Some further technical corrections, using line numbers from the document with tracked changes:
Figs.2-4) There are horizontal dashed lines at semi-random levels (i.e. at 0.5 and 0.75 in 2(c) but at -0.75, -0.5, 0, 0.75 in Fig.4(c). There's nothing wrong with having a grid but try to be consistent between plots.
L25) coverage is ~2 days
L35) From most AERONET sites
L40) ability of the DPC
L92) with a relatively high spatial resolution
L97) There is a space before the period here.
L102) the surface accounts
L132) Capitalise Earth.
L147) valuable Earth observations
L173) to average satellite data
L191) in the construction of the modelled reflectance
L212) the [I,Q,U]^T represent
L219-20) "Cloudy pixels are the main factor" or "Cloud contaimination is the main factor"
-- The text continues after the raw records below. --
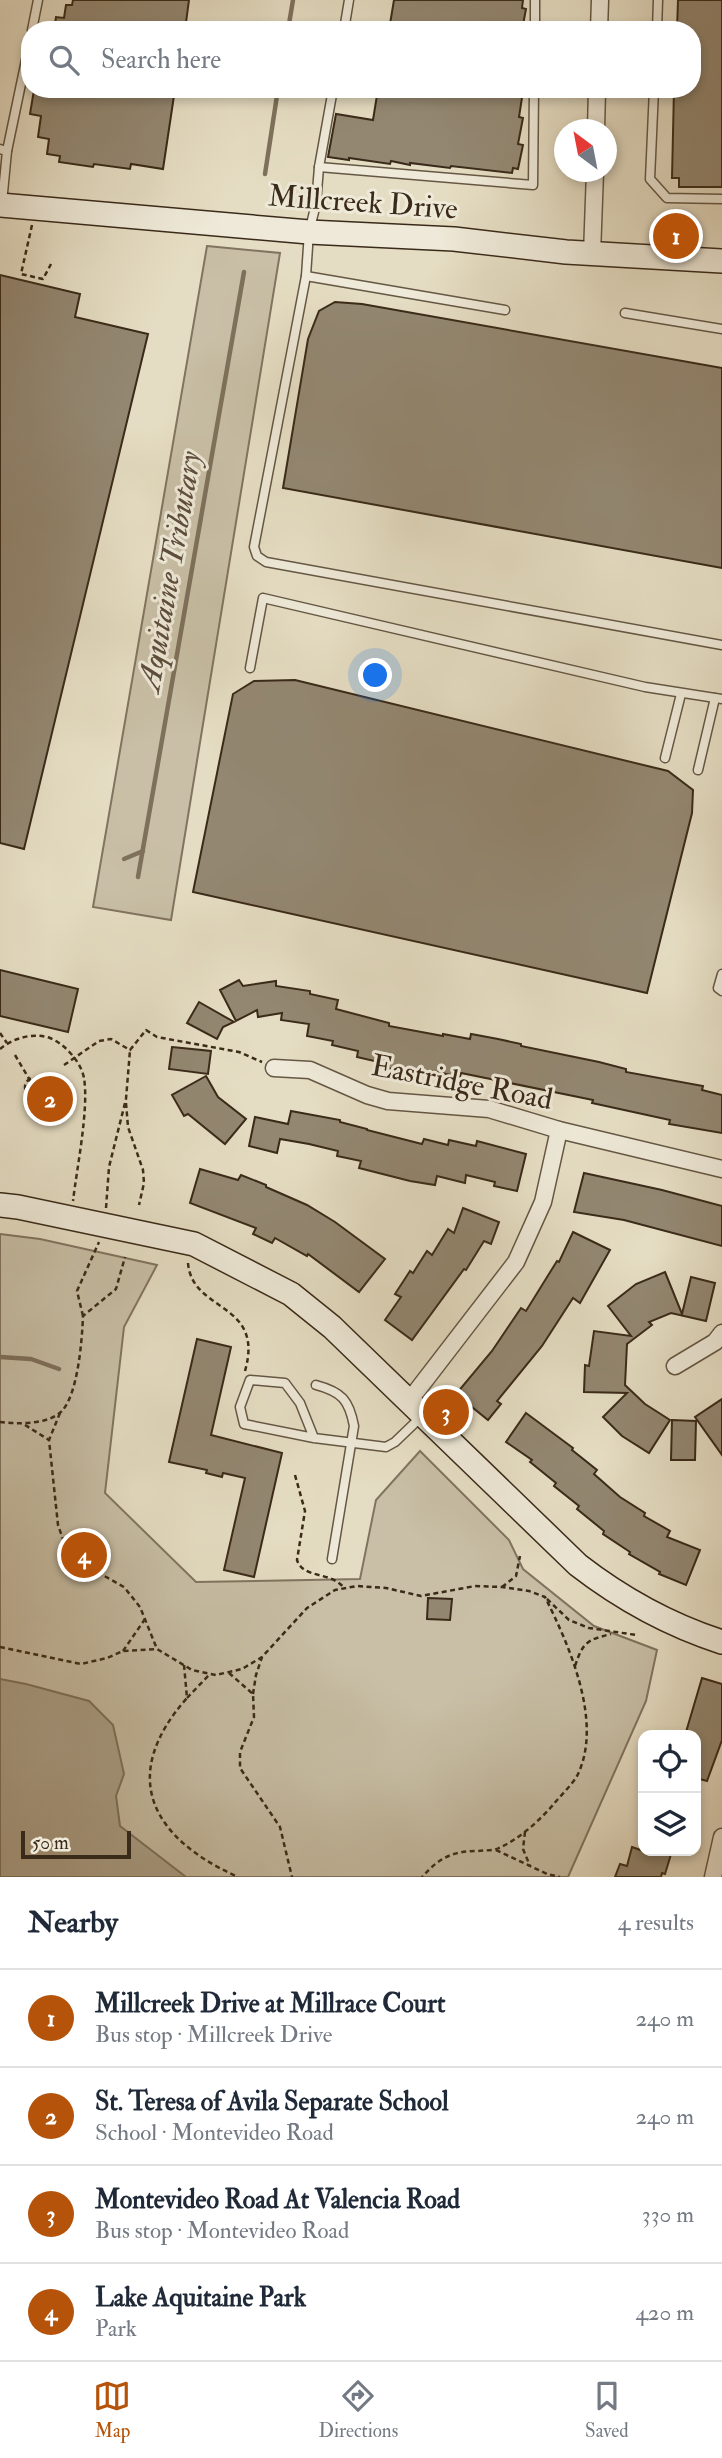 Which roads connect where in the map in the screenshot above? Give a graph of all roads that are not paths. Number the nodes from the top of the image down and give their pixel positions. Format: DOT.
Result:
graph roads {
  1 [pos="38,0"];
  2 [pos="349,0"];
  3 [pos="536,0"];
  4 [pos="600,0"];
  5 [pos="658,0"];
  6 [pos="34,21"];
  7 [pos="346,21"];
  8 [pos="535,21"];
  9 [pos="599,21"];
  10 [pos="657,21"];
  11 [pos="21,79"];
  12 [pos="331,98"];
  13 [pos="534,98"];
  14 [pos="597,98"];
  15 [pos="654,98"];
  16 [pos="596,119"];
  17 [pos="4,150"];
  18 [pos="319,167"];
  19 [pos="595,182"];
  20 [pos="722,199"];
  21 [pos="1,205"];
  22 [pos="309,232"];
  23 [pos="592,254"];
  24 [pos="722,261"];
  25 [pos="306,276"];
  26 [pos="505,310"];
  27 [pos="625,313"];
  28 [pos="722,329"];
  29 [pos="722,645"];
  30 [pos="250,668"];
  31 [pos="681,694"];
  32 [pos="718,698"];
  33 [pos="665,758"];
  34 [pos="698,770"];
  35 [pos="722,974"];
  36 [pos="722,991"];
  37 [pos="274,1068"];
  38 [pos="559,1130"];
  39 [pos="722,1169"];
  40 [pos="0,1205"];
  41 [pos="722,1333"];
  42 [pos="676,1366"];
  43 [pos="316,1385"];
  44 [pos="416,1408"];
  45 [pos="314,1438"];
  46 [pos="352,1442"];
  47 [pos="332,1559"];
  48 [pos="722,1642"];
  49 [pos="722,1837"];
  50 [pos="717,1875"];
  1 -- 6 [label="lane"];
  2 -- 7 [label="lane"];
  3 -- 8 [label="lane"];
  4 -- 9 [label="street"];
  5 -- 10 [label="lane"];
  11 -- 17 [label="lane"];
  12 -- 18 [label="lane"];
  13 -- 18 [label="lane"];
  14 -- 16 [label="street"];
  15 -- 20 [label="lane"];
  17 -- 21 [label="lane"];
  18 -- 22 [label="lane"];
  19 -- 23 [label="street"];
  21 -- 22 [label="street, Millcreek Drive"];
  22 -- 23 [label="street, Millcreek Drive"];
  22 -- 25 [label="lane"];
  23 -- 24 [label="street, Millcreek Drive"];
  25 -- 26 [label="lane"];
  25 -- 29 [label="lane"];
  27 -- 28 [label="lane"];
  30 -- 31 [label="lane"];
  31 -- 32 [label="lane"];
  31 -- 33 [label="lane"];
  32 -- 34 [label="lane"];
  35 -- 36 [label="lane"];
  37 -- 38 [label="street, Eastridge Road"];
  38 -- 39 [label="street, Eastridge Road"];
  38 -- 44 [label="street"];
  40 -- 44 [label="street"];
  41 -- 42 [label="street"];
  43 -- 46 [label="lane"];
  44 -- 46 [label="lane"];
  44 -- 48 [label="street"];
  45 -- 45 [label="lane"];
  45 -- 46 [label="lane"];
  46 -- 47 [label="lane"];
  49 -- 50 [label="street"];
}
L247) to generate a cloud mask
L271) For instance, the GRASP
L280-1) "The GRASP/Models approach assumes an external mixture of several" or "The GRASP/Models approach assumes externally mixed aerosols, which"
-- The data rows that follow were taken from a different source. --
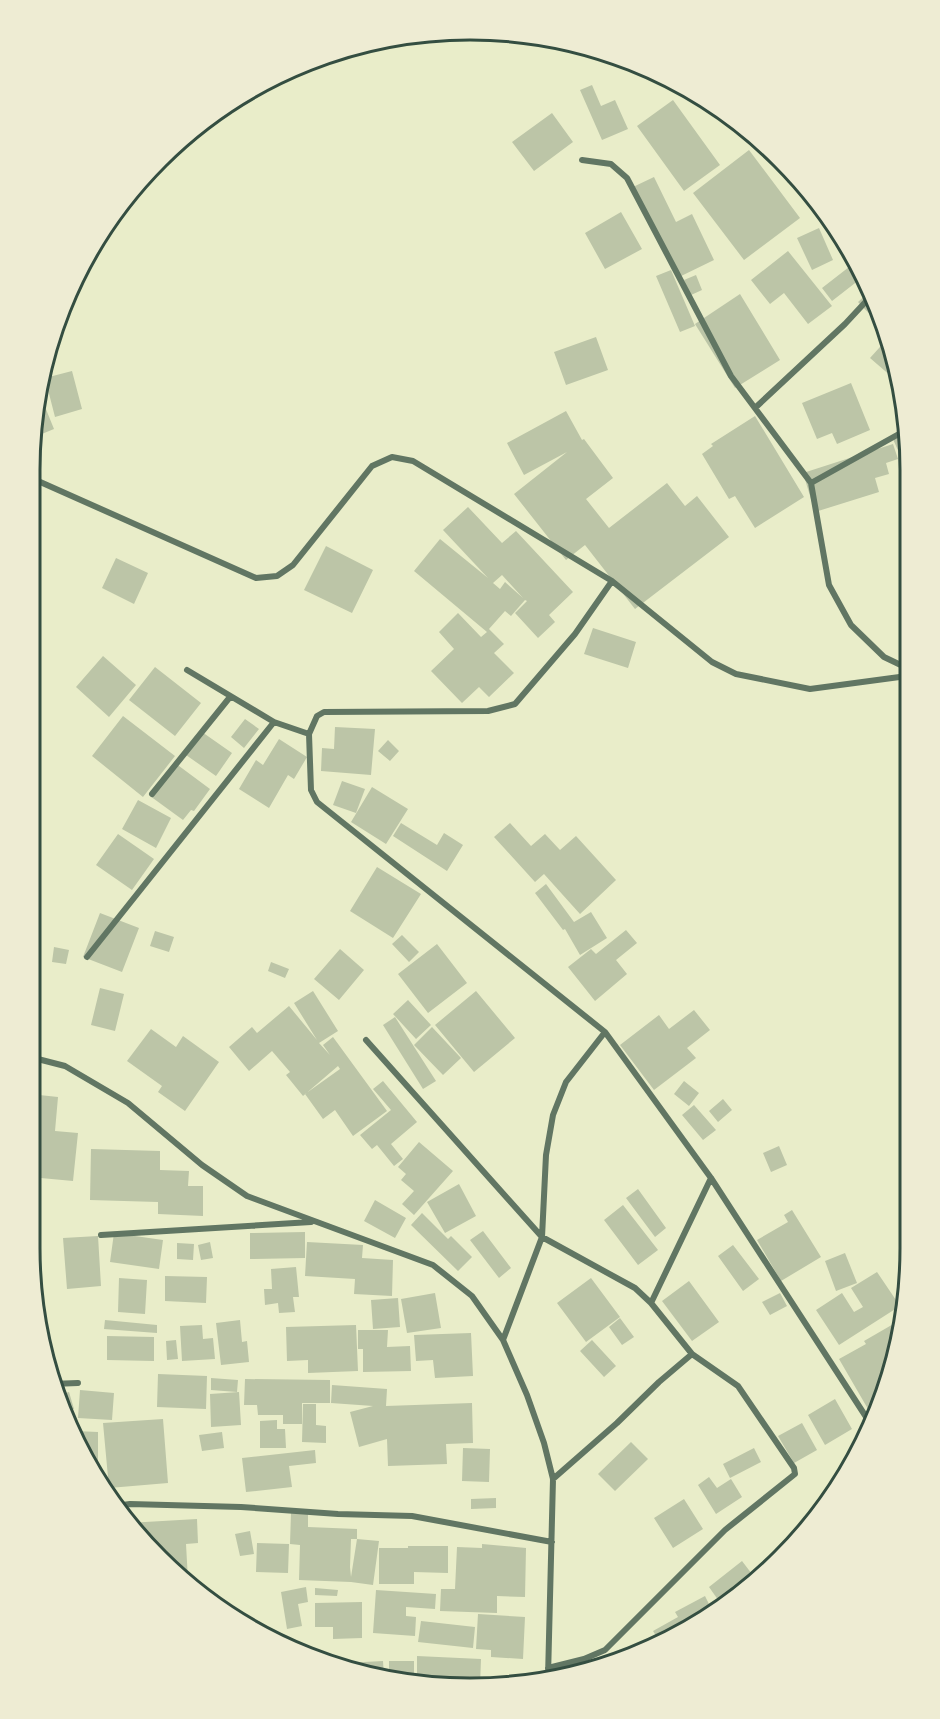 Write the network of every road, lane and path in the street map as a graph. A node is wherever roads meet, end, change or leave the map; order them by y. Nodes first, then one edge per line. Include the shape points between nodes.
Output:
1 (582, 160) dead end
2 (865, 302) edge
3 (755, 408) junction
4 (898, 434) edge
5 (40, 482) edge
6 (811, 483) junction
7 (612, 581) junction
8 (900, 665) edge
9 (187, 670) dead end
10 (900, 677) edge
11 (230, 697) junction
12 (274, 722) junction
13 (309, 734) junction
14 (152, 794) dead end
15 (87, 957) dead end
16 (605, 1032) junction
17 (366, 1040) dead end
18 (40, 1060) edge
19 (711, 1178) junction
20 (315, 1221) junction
21 (101, 1235) dead end
22 (542, 1237) junction
23 (651, 1303) junction
24 (503, 1340) junction
25 (692, 1354) junction
26 (78, 1383) dead end
27 (62, 1384) edge
28 (866, 1416) edge
29 (553, 1479) junction
30 (125, 1505) edge
31 (552, 1542) junction
32 (548, 1668) junction
33 (548, 1671) edge

1 - 3 street via 611,164 627,178 731,376
2 - 3 street
3 - 6 street
4 - 6 street
5 - 7 street via 256,578 277,576 293,564 372,466 392,457 413,461
6 - 8 street via 829,585 851,625 884,657
7 - 10 street via 712,662 736,674 810,688
7 - 13 street via 575,634 515,704 489,711 324,712 317,716
9 - 11 street
11 - 12 street
11 - 14 street
12 - 13 street
12 - 15 street
13 - 16 street via 311,790 317,802
16 - 19 street
16 - 22 street via 566,1082 553,1115 546,1155
17 - 22 street
18 - 20 street via 65,1066 128,1103 202,1165 248,1196
19 - 23 street
19 - 28 street
20 - 21 street
20 - 24 street via 433,1264 472,1296
22 - 23 street via 635,1288
22 - 24 street
23 - 25 street
24 - 29 street via 527,1395
25 - 29 street
25 - 32 street via 738,1386 795,1474 725,1530 605,1650
26 - 27 street
29 - 31 street
30 - 31 street via 412,1516
31 - 32 street
32 - 33 street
L298) using the Lagrange multiplier
L317) probably underestimates the AOD
L346) Delete "While" as this statement doesn't preceed a sentence.
L362) You say, "Figure 4b displayed the changes." Usually, one refers to things with a document in the present tense (e.g. "displays the changes"). You aren't strictly wrong here - the figures did show those things in the past - but it sounds weird. This also occurs at L436, 475.
L379) while the lower values
L385) in most areas
L404) resulted in the underestimation
L411) This phenonmenon is caused by unsuitable aerosol models, which further results in a persistent overestimation in the DT algorithm
L418-9) loading is low most of the year
L438-9) regions. A common pattern is seen in all sub-plots
L439) Either put "and" or a comma after "distributed".
L454) period to avoid how global validation statistics shift with the spatial distribution of observations
L489) "The main purpose was to evaluate" to be consistent with the tense of the previous sentence. Also, in the conclusions we're talking about things that have been done rather than things that are happening now so the past tense is appropriate.
L506) respectively at most AERONET sites
L512) overstrict cloud masking
L515-6) The study improves our understanding of DPC and finds a solution
L676) The page number for Lui 2022 is 106121.
L688) The page number for Martins 2002 is MOD4 (GRL had a period of weird numbering.)